If an integer is divisible by a prime then that number must appear in it's unique factorization.
If we don't already know (prime) factorizations are unique, how do we know that, if an integer is divisible by a prime, that prime must appear in every possible factorization of that integer?
"Prime factorizations are unique" is equivalent, in a straightforward way, to "If p is a prime factor of x, then p appears in every prime factorization of x". It's easy to deduce either of these from the other. But neither of these statements is obviously true.
They turn out to be true for the integers, but seeing why they are true requires an extra, not at all obvious insight (the reasoning invoked above via the Euclidean algorithm).
no, whether or not it is obvious is under contention. I hope no one doubts what I said.
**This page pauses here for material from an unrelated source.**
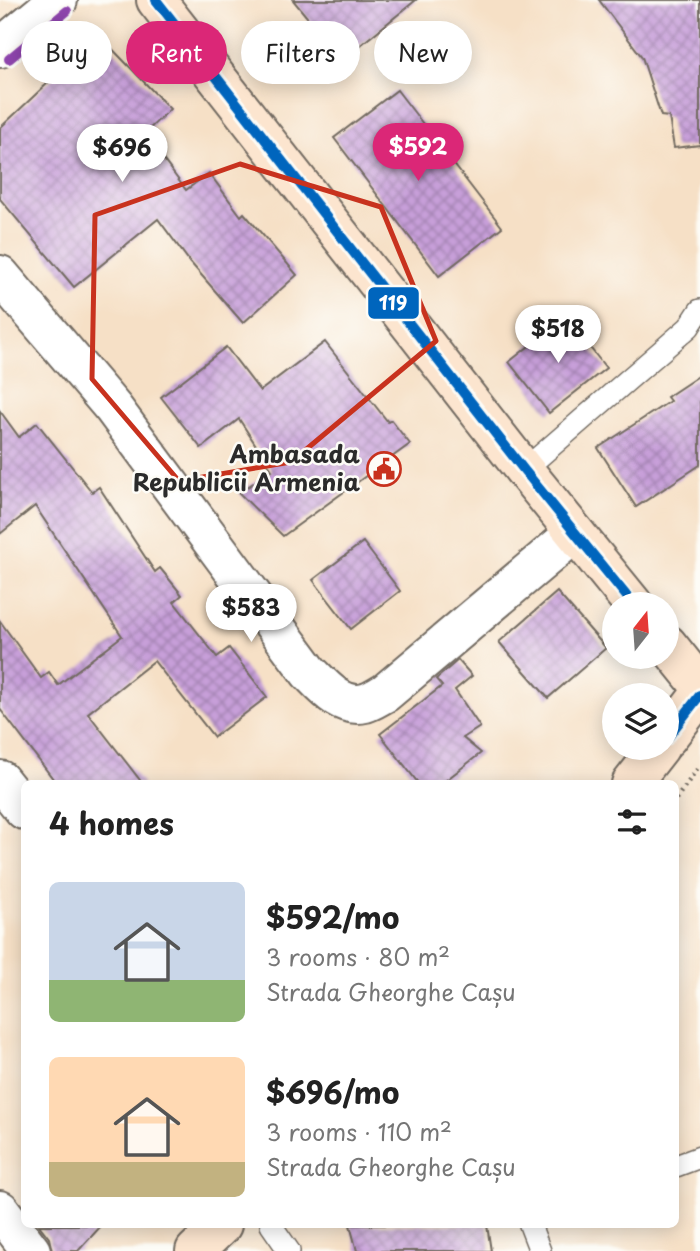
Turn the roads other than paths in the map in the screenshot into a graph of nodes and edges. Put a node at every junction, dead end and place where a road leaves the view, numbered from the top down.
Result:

I also never said it's obvious, I said the statement
> if it's divisible by a number, the number must appear in its factorization
isn't true, and wouldn't be claimed.
PepeGomez claimed "If it's divisible by a number, the number must appear in its factorization and vice versa." in apparent support of the argument that uniqueness of prime factorizations is therefore obvious.
In response to this, I wrote my initial comment. When, in it, I asked "Who says 'if it's divisible by a number, the number must appear in its factorization'? Why is that true?", that was in response to PepeGomez, a rhetorical way of engaging with the claim they made.
I further noted in my comment that this claim about divisibility and factorizations wasn't quite correct for arbitrary numbers, but was true for prime numbers, but is nonetheless non-obvious for prime numbers. It appears you agree with me on all of this, so... great.